Бабелевский творческий путь (разговор о Зощенко отложим до его августовского юбилея) парадоксален. В сущности, из отведённых ему историей и судьбой двадцати с небольшим лет он активно присутствовал в литературе лет пять-шесть. В 1921–1924 гг. сложился цикл «Одесские рассказы» (всего 4 текста!), в 1926 г. отдельной книгой были опубликованы разбросанные по газетам и журналам рассказы «Конармии» (34 текста).
Образ бабелевского мира строится на этих двух хронотопах.
Одесские биндюжники и налётчики живут естественной, природной, гиперболически-страстной жизнью, согласно формуле бабелевского современника, в прекрасном и яростном мире, под ослепительным солнцем, которое начинающий Баб-эль (один из псевдонимов писателя. – Ред.) мечтал написать ещё в 1916 году. В «Одесских рассказах» торжествует не этика, а эстетика.
Герои «Конармии» тоже нравственные кентавры. Их объединяет интенсивность внешних проявлений, предельность чувств, страсть – к лошадям, партии, женщине, революции.
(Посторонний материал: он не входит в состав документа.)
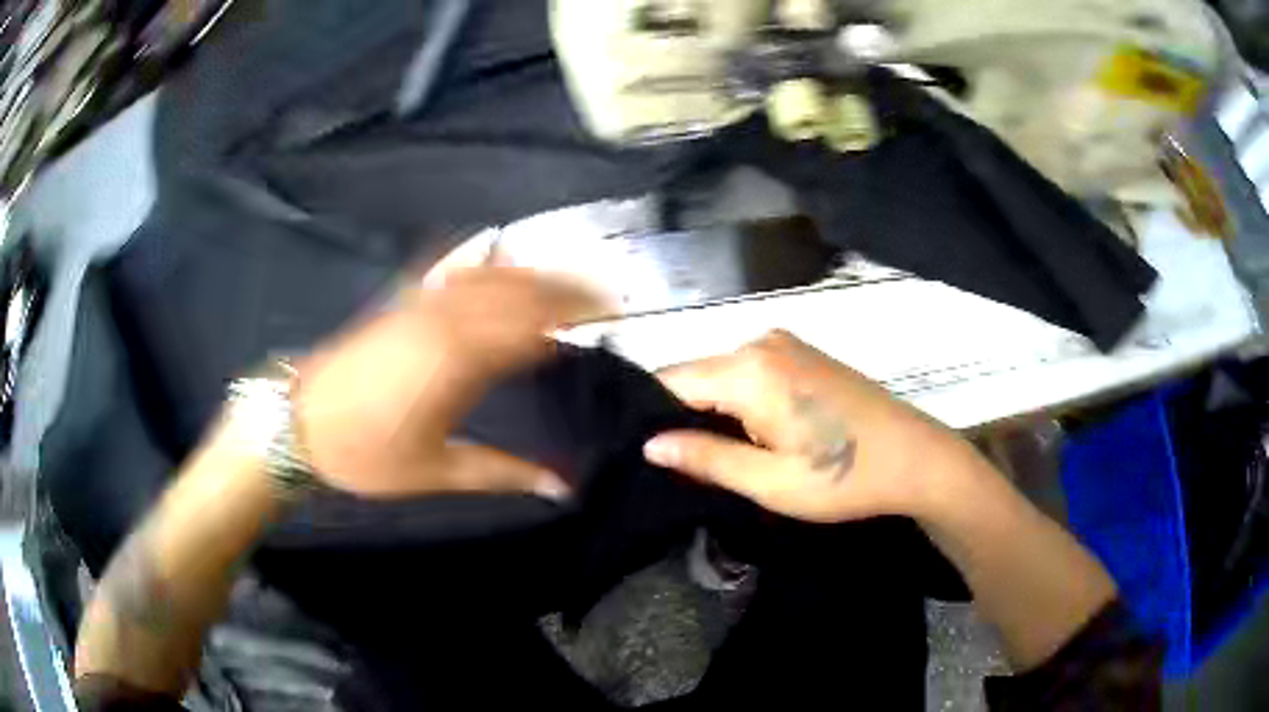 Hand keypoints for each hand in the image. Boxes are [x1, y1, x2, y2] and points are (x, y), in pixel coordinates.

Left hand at [294, 267, 607, 498]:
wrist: (299, 423)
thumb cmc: (366, 455)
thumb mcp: (437, 472)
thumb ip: (503, 473)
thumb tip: (561, 486)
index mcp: (459, 362)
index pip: (532, 328)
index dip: (573, 320)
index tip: (609, 320)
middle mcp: (446, 320)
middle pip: (519, 291)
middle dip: (566, 288)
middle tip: (606, 295)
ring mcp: (421, 304)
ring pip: (490, 275)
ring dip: (533, 273)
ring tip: (566, 279)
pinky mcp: (402, 301)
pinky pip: (453, 271)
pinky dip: (484, 263)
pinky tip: (497, 256)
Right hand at [643, 331, 983, 522]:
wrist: (917, 458)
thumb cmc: (844, 477)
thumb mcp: (770, 481)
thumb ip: (705, 458)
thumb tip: (650, 444)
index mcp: (748, 370)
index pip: (670, 382)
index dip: (654, 419)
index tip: (650, 457)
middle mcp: (761, 343)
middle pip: (697, 377)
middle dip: (686, 418)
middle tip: (688, 468)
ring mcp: (786, 344)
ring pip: (724, 376)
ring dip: (716, 412)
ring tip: (720, 457)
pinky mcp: (804, 354)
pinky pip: (751, 373)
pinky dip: (742, 402)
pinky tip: (755, 436) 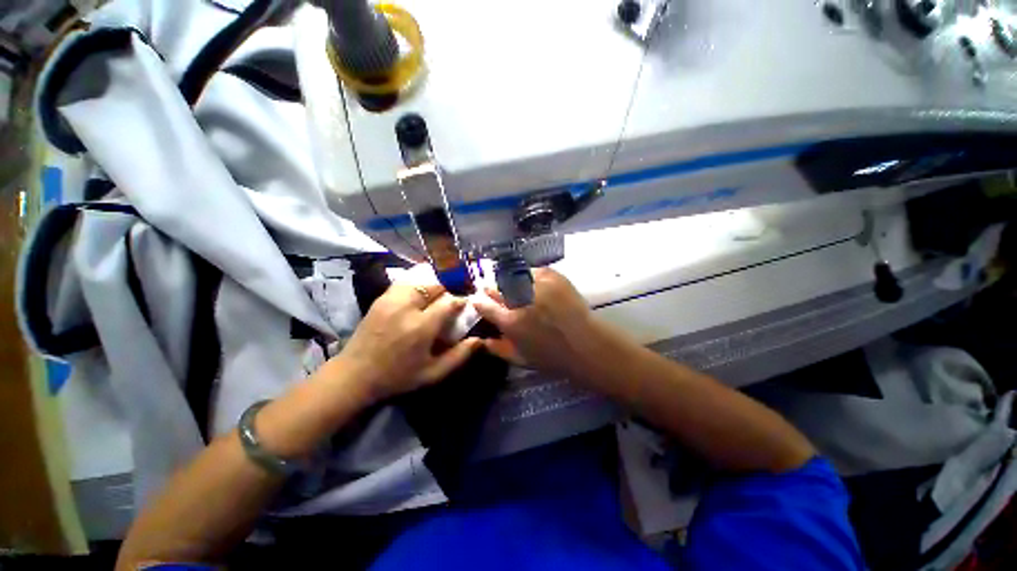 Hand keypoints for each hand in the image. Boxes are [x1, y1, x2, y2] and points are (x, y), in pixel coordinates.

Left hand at [320, 282, 482, 403]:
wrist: (354, 375)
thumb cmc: (397, 377)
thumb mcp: (433, 374)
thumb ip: (459, 356)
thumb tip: (480, 340)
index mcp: (421, 327)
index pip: (449, 302)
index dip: (461, 301)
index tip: (466, 306)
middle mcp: (406, 308)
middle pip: (435, 285)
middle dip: (449, 290)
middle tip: (453, 300)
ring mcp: (391, 300)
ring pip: (420, 280)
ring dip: (433, 285)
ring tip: (438, 295)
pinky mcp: (381, 299)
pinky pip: (405, 282)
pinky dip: (417, 283)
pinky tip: (421, 292)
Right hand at [472, 268, 599, 378]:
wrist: (586, 344)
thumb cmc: (553, 357)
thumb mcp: (521, 359)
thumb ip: (498, 349)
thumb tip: (482, 339)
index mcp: (510, 322)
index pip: (485, 305)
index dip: (480, 301)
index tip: (480, 300)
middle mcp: (520, 300)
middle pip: (497, 288)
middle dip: (492, 289)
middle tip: (495, 291)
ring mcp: (537, 285)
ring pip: (513, 276)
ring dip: (509, 282)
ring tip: (514, 287)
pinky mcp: (552, 276)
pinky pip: (533, 271)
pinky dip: (529, 276)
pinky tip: (532, 283) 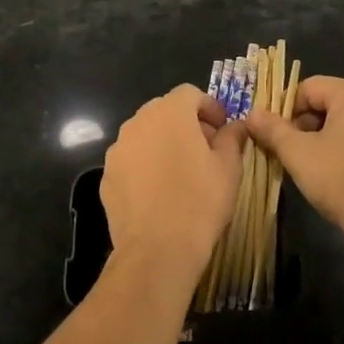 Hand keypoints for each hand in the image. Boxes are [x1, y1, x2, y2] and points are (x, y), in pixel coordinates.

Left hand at [100, 85, 242, 282]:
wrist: (157, 249)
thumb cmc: (200, 201)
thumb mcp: (229, 167)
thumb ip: (232, 138)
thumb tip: (236, 126)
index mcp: (169, 113)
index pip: (189, 93)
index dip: (209, 107)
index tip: (222, 130)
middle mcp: (138, 122)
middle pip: (165, 111)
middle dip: (186, 124)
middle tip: (206, 149)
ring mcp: (118, 149)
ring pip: (145, 135)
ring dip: (164, 143)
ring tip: (182, 172)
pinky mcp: (107, 175)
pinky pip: (131, 160)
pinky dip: (146, 166)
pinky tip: (160, 193)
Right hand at [244, 76, 343, 254]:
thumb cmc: (341, 179)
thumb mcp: (297, 153)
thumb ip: (272, 129)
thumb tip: (252, 114)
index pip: (308, 88)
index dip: (286, 110)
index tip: (276, 138)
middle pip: (329, 104)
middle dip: (306, 126)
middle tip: (292, 154)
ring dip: (326, 139)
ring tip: (315, 168)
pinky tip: (341, 177) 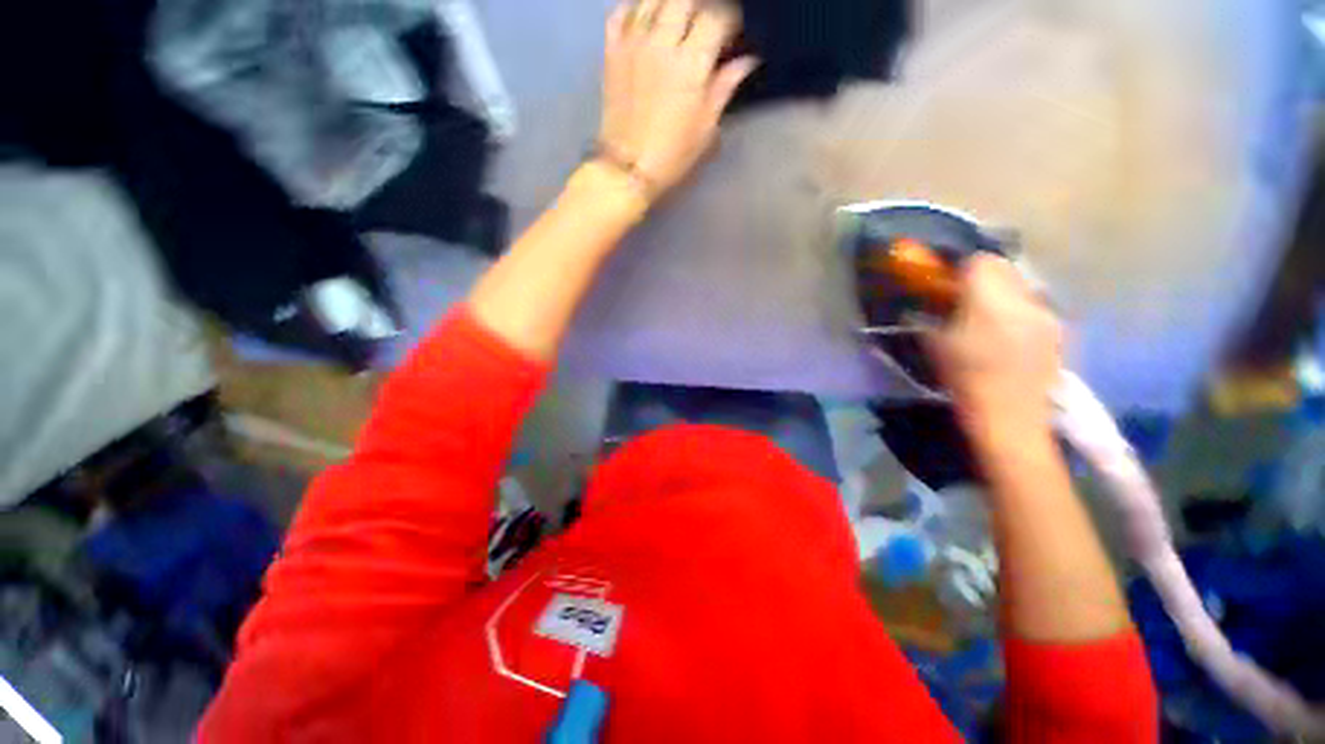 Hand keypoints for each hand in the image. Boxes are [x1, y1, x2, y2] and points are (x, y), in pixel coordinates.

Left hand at [598, 0, 757, 198]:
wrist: (626, 169)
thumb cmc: (671, 155)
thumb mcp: (706, 127)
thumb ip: (725, 86)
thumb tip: (747, 60)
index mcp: (691, 63)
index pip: (717, 16)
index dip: (730, 21)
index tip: (733, 35)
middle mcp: (661, 41)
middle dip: (701, 7)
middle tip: (706, 26)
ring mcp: (633, 42)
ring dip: (671, 4)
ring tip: (679, 20)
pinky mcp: (612, 50)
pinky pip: (621, 10)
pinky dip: (636, 8)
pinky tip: (647, 20)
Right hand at [926, 255, 1062, 432]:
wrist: (1010, 417)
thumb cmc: (965, 379)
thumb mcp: (934, 347)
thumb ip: (927, 318)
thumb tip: (918, 307)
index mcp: (989, 300)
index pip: (980, 261)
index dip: (962, 266)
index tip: (949, 280)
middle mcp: (1022, 298)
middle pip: (1005, 268)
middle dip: (984, 275)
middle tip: (967, 295)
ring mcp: (1045, 313)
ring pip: (1022, 285)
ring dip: (1003, 292)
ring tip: (989, 315)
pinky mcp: (1058, 329)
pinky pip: (1035, 305)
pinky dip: (1019, 309)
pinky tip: (1009, 331) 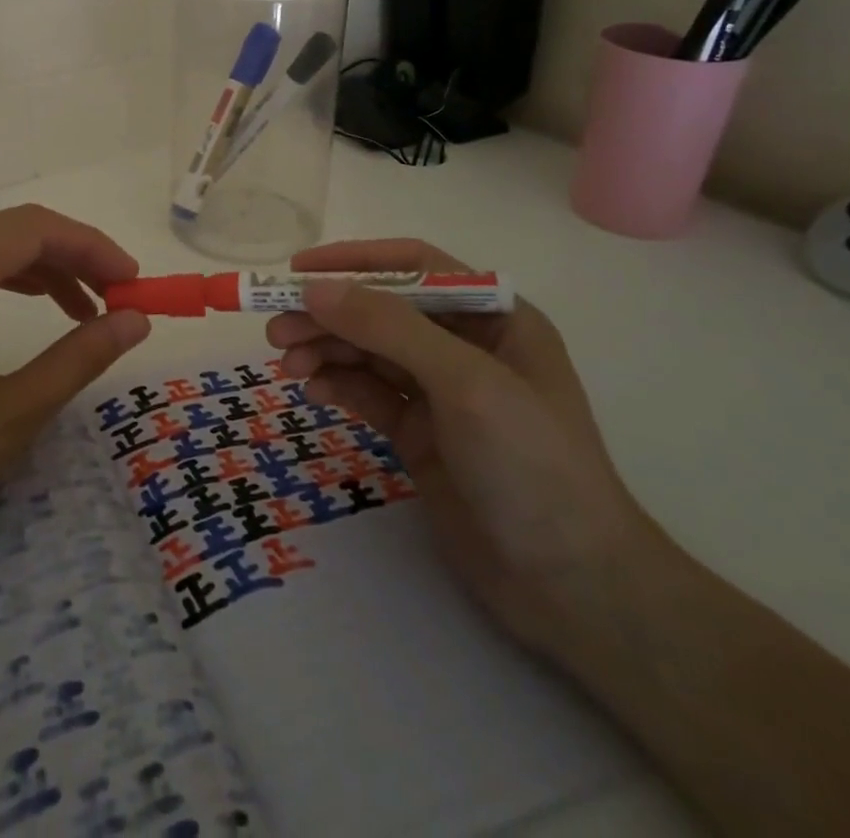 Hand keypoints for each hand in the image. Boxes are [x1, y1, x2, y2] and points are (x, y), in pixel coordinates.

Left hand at [0, 205, 151, 617]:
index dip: (91, 245)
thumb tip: (136, 319)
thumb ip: (81, 355)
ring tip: (83, 309)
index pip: (33, 228)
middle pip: (9, 230)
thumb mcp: (13, 413)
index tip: (132, 281)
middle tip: (115, 296)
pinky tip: (28, 308)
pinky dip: (2, 281)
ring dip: (39, 268)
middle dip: (71, 255)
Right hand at [267, 240, 662, 654]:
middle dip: (330, 315)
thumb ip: (389, 328)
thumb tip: (315, 289)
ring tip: (287, 365)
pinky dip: (338, 386)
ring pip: (369, 352)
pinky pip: (368, 393)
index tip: (298, 272)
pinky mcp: (420, 434)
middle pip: (382, 311)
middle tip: (277, 331)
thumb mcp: (465, 383)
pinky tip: (314, 393)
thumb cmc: (531, 465)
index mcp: (493, 316)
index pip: (415, 266)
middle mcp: (464, 346)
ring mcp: (440, 392)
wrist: (572, 588)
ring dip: (326, 350)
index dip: (356, 262) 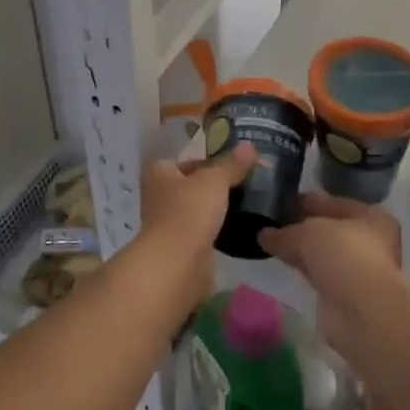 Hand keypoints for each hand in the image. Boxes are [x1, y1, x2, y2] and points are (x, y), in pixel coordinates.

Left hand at [137, 143, 254, 309]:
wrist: (177, 264)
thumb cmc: (189, 211)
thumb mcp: (215, 181)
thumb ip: (232, 164)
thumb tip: (250, 145)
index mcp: (159, 172)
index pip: (185, 159)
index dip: (208, 160)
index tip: (233, 163)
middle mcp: (159, 195)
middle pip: (191, 184)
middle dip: (214, 184)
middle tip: (244, 182)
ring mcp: (168, 222)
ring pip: (197, 208)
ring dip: (215, 207)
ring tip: (246, 202)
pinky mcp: (181, 246)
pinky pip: (202, 230)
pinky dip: (216, 228)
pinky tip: (237, 225)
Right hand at [259, 192, 404, 363]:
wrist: (362, 312)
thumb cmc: (342, 256)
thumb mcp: (306, 233)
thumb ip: (284, 232)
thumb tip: (264, 234)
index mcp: (371, 216)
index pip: (333, 202)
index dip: (307, 201)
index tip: (281, 201)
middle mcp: (371, 241)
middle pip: (330, 228)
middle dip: (303, 226)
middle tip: (273, 222)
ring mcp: (360, 270)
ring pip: (325, 253)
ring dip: (303, 250)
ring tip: (274, 243)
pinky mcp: (347, 294)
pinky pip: (321, 274)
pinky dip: (305, 270)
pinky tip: (285, 265) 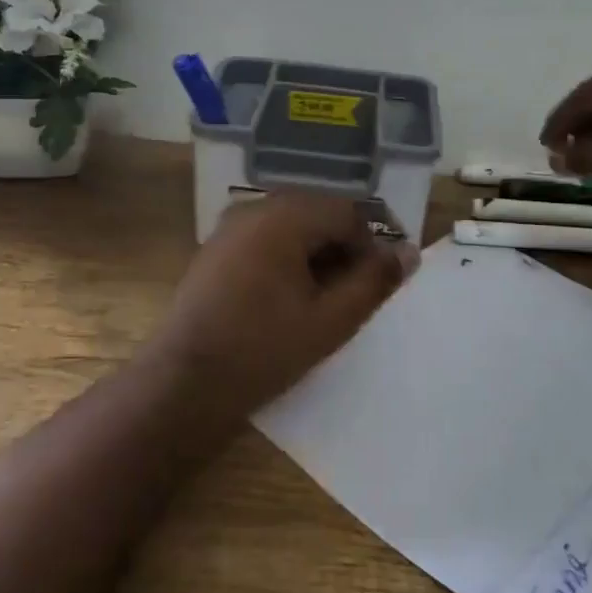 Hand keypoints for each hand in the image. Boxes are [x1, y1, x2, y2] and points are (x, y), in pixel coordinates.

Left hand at [146, 193, 419, 421]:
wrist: (183, 383)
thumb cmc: (262, 350)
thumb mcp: (330, 320)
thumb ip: (373, 282)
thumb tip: (408, 253)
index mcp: (283, 217)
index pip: (347, 211)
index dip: (374, 242)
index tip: (386, 278)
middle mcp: (255, 208)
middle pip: (319, 214)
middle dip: (346, 247)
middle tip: (360, 291)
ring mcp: (230, 227)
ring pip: (293, 226)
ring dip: (319, 253)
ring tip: (330, 298)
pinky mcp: (217, 248)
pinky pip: (267, 238)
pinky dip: (290, 257)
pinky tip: (293, 296) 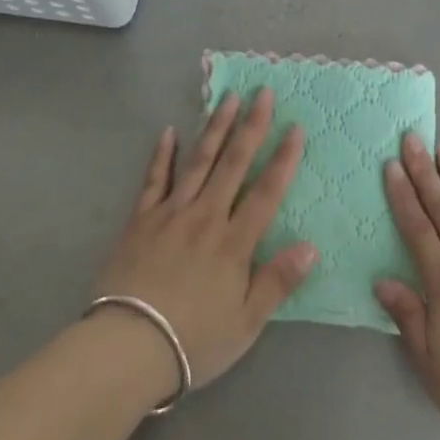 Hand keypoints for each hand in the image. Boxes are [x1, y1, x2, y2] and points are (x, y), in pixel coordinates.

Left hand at [92, 89, 318, 394]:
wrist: (128, 346)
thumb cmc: (194, 340)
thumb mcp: (246, 322)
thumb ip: (278, 281)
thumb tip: (311, 246)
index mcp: (234, 242)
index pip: (266, 192)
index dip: (283, 159)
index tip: (295, 127)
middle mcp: (206, 216)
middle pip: (233, 163)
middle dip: (251, 126)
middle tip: (262, 92)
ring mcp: (171, 213)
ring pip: (199, 161)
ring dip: (215, 127)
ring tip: (228, 98)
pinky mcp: (141, 219)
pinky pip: (154, 179)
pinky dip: (162, 154)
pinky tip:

Участники только что отгремевшей Гражданской войны, они гиперболизированы, укрупнены, даны в далевой эпической перспективе. То ли гоголевские запорожцы, то ли «ахейские мужи» (Мандельштам), отправившиеся в поход на Варшаву за Еленой – мировой революцией.
Повествователь же, «очкастый киндербальзам», будто забрёл в Конармию откуда-то из XIX века. Он родственник толстовского Пьера Безухова (тоже очкастого) или гаршинских героев, которые шли на войну «пострадать вместе с народом», подставлять под пули свою грудь, а не дырявить чужие.
Так же оригинальны, ярко живописны, как будто подсвечены театральными софитами, бабелевские закаты и ночи, луна и звёзды, просто подробности внешнего мира.
«Песня плыла, как дым. И мы двигались навстречу героическому закату. Его кипящие реки стекали по расшитым полотенцам крестьянских полей. Тишина розовела. Земля лежала, как кошачья спина, поросшая мерцающим мехом хлебов» («Путь в Броды»).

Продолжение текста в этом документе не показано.